If you are interested in attending the Summit, go here.

At the ERLC Leadership Summit, you will be speaking on “Mending Fences: The Gospel and Pastoral Care for Sexual Sin”. Why is this an important issue for evangelical churches to consider?

Sexual sin is the place where the gospel intersects unbelievers most acutely. When we can show that sex is often the expression of our most deeply held idols, and that the gospel provides a better answer to the questions sex presents, we gain an audience with those who otherwise might have little interest in what we have to say. I have seen God use this issue to convert the unbeliever and transform the believer in ways few other issues have.

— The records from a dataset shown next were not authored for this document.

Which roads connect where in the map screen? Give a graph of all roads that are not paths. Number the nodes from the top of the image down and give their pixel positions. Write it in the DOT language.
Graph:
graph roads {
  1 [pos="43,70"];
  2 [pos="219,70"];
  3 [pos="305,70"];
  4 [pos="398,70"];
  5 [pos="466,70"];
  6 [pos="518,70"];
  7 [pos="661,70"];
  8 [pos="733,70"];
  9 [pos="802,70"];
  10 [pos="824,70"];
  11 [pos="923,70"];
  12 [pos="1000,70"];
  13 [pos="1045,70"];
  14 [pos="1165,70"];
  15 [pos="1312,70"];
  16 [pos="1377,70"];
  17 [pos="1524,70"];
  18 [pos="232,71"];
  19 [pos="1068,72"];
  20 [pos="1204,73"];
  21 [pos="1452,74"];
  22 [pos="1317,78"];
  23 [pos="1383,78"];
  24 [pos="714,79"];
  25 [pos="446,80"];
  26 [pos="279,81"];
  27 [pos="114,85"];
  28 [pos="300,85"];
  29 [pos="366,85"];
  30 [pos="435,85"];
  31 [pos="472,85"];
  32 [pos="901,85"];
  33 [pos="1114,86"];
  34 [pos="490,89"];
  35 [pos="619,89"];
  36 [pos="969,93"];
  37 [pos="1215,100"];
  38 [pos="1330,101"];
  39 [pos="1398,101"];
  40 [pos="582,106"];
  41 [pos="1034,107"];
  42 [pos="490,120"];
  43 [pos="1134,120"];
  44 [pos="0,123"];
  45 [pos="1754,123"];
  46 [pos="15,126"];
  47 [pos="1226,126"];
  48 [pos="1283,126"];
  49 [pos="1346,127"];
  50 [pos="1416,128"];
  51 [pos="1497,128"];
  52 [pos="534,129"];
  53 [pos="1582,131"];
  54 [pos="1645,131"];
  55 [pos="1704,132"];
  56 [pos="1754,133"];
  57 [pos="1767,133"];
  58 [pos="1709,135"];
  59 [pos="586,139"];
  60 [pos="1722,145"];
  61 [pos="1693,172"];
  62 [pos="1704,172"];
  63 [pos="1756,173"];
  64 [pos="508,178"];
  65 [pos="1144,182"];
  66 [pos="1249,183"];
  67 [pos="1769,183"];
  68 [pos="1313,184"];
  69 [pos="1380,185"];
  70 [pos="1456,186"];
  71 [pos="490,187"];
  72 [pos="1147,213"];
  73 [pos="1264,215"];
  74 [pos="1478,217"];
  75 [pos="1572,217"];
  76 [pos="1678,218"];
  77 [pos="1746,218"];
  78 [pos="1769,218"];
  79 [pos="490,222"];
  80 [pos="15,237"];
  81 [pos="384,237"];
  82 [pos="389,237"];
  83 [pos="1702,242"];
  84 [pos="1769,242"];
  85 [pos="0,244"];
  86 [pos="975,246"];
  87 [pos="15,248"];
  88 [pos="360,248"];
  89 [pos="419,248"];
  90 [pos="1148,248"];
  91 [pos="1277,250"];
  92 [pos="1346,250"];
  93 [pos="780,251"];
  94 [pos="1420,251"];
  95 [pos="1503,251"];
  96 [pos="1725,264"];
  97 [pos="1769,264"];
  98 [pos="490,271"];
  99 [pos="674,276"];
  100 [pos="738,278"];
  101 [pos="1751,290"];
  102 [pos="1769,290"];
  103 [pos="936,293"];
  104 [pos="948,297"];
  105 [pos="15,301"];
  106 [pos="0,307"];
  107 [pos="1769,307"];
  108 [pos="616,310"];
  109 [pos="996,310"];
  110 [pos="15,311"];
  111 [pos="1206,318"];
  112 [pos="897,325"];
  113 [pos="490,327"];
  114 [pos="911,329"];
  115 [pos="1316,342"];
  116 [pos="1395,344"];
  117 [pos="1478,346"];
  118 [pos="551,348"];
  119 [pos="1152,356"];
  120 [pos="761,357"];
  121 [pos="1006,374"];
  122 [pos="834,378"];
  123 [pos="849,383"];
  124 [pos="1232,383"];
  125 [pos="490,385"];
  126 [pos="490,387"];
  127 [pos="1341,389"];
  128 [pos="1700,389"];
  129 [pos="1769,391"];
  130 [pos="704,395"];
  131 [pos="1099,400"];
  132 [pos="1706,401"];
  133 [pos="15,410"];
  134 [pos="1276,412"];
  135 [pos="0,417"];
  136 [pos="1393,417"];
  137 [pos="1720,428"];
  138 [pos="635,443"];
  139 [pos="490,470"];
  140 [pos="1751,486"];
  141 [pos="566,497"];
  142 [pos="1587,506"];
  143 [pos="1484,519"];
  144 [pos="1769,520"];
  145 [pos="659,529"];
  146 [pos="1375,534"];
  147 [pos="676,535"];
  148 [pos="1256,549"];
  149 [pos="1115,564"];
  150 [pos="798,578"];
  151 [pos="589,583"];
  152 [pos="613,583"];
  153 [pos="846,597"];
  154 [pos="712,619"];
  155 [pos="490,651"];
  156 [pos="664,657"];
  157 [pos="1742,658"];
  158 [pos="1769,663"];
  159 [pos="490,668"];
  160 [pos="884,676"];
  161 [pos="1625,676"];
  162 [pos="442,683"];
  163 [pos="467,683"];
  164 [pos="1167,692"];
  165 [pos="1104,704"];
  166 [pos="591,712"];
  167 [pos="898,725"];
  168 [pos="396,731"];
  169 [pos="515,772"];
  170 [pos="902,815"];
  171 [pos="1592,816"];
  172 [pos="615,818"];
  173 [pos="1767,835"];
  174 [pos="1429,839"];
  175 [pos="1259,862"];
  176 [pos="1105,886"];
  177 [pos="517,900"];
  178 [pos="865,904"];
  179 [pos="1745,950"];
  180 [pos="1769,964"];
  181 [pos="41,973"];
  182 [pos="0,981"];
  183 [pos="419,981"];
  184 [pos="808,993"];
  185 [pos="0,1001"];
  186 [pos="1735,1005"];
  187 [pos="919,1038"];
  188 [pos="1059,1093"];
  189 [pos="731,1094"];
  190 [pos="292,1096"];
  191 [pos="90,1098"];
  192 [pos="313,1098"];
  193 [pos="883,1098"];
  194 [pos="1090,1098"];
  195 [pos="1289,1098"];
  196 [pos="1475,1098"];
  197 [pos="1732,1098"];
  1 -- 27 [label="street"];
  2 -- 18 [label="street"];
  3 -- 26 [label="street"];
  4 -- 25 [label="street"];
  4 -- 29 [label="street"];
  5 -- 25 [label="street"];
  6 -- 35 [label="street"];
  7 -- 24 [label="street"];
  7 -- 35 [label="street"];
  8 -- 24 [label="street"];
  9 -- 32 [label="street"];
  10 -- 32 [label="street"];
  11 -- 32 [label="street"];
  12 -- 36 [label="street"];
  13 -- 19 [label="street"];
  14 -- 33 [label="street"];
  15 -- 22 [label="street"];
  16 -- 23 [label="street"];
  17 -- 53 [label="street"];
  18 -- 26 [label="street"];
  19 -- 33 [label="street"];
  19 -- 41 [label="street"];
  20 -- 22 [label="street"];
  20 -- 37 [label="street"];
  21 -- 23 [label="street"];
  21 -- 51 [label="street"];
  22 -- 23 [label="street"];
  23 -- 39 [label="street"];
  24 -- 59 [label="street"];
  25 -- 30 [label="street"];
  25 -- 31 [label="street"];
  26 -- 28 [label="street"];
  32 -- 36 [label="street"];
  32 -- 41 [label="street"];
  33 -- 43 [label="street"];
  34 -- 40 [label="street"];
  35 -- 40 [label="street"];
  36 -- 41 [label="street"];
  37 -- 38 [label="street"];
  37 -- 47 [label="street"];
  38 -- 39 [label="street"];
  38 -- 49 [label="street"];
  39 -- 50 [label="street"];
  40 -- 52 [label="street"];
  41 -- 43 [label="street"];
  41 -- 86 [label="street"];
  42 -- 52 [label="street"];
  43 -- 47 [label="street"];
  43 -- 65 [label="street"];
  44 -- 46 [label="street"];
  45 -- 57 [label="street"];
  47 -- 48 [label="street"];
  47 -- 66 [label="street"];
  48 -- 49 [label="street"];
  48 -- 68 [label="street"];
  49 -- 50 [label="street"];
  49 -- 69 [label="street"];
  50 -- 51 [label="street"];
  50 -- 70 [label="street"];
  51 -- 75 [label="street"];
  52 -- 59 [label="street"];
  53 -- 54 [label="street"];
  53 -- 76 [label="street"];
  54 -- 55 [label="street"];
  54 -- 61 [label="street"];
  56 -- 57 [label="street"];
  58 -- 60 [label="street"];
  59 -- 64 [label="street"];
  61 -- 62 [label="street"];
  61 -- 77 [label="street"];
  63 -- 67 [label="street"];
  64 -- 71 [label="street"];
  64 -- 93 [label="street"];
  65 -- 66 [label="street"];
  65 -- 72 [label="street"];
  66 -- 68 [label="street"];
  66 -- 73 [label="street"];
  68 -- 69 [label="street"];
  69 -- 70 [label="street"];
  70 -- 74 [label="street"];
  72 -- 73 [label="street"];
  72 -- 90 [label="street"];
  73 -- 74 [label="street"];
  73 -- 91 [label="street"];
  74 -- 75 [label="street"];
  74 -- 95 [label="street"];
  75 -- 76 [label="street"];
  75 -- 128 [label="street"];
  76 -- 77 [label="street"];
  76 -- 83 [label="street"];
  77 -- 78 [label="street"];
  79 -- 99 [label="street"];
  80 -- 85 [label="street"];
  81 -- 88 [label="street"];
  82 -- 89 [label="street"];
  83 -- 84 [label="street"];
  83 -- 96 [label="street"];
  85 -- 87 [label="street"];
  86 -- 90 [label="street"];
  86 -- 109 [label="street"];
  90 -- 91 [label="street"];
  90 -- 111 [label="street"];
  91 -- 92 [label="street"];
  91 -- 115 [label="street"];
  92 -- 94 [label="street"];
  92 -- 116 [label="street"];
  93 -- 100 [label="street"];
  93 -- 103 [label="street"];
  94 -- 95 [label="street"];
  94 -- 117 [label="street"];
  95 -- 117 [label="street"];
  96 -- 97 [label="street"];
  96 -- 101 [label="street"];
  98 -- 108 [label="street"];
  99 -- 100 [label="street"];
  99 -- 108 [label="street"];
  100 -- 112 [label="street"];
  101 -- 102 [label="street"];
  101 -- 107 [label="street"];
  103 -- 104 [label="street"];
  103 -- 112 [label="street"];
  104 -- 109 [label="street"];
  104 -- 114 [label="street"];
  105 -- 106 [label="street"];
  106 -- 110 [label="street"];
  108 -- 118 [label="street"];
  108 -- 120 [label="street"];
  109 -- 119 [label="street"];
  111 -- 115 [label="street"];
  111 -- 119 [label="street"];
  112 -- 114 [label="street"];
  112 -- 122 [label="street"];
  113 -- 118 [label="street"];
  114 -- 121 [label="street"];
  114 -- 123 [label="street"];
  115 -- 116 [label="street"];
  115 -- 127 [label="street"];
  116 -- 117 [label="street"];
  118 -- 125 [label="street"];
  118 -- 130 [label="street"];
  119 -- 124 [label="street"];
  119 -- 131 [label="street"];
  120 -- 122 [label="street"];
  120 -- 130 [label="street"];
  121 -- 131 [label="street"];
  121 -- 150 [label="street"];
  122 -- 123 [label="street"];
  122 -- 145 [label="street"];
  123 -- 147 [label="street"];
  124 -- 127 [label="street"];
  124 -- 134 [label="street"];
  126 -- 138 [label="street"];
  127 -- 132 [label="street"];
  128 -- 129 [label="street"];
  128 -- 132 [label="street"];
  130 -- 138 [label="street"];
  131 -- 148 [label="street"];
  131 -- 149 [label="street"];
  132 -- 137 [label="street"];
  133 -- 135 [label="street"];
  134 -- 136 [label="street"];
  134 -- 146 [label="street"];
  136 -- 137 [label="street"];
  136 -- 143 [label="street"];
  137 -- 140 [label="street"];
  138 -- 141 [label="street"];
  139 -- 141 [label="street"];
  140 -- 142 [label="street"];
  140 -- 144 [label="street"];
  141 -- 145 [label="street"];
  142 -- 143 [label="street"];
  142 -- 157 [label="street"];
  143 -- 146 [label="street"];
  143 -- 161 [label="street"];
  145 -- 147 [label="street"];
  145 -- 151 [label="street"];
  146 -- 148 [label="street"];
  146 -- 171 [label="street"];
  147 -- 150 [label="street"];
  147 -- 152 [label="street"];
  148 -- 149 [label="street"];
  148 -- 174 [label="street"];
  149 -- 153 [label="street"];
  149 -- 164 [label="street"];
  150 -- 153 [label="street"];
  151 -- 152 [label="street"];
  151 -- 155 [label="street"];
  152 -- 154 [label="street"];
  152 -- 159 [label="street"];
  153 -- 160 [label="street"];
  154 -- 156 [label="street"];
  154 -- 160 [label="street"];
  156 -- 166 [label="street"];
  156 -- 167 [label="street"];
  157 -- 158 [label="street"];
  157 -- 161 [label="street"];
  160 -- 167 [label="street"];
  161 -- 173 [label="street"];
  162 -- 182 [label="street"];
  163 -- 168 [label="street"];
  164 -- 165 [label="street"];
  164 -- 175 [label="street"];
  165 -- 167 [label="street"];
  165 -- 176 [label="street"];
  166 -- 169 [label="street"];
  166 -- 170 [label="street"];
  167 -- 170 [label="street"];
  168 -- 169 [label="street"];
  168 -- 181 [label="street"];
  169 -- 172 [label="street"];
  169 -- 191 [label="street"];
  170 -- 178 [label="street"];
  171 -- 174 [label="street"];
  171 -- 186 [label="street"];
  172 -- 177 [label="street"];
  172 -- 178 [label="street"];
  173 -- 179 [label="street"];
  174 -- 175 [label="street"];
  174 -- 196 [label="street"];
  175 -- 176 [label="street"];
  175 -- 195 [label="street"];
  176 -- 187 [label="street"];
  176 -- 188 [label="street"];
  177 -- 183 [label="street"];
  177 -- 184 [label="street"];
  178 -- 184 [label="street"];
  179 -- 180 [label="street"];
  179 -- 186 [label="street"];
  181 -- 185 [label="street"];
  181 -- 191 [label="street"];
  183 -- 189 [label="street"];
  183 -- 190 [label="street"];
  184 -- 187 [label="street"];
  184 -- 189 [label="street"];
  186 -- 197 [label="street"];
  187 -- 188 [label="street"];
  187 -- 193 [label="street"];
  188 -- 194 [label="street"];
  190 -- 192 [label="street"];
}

When you think about sexual sin, what is a key aspect of that issue that churches aren’t addressing adequately? Why is that the case?

Churches often treat extra-marital sex as simply disobedience to a “thou shalt not” command. While it is certainly that, it is much more. Churches need to go behind the overt manifestation of sin to the idolatrous roots that generate it As Paul Tripp says, “We worship our way into sin, we have to worship our way out of it.”

This conference seeks to apply the gospel to issues related to human sexuality. What are some ways the gospel relates to sexual sin? 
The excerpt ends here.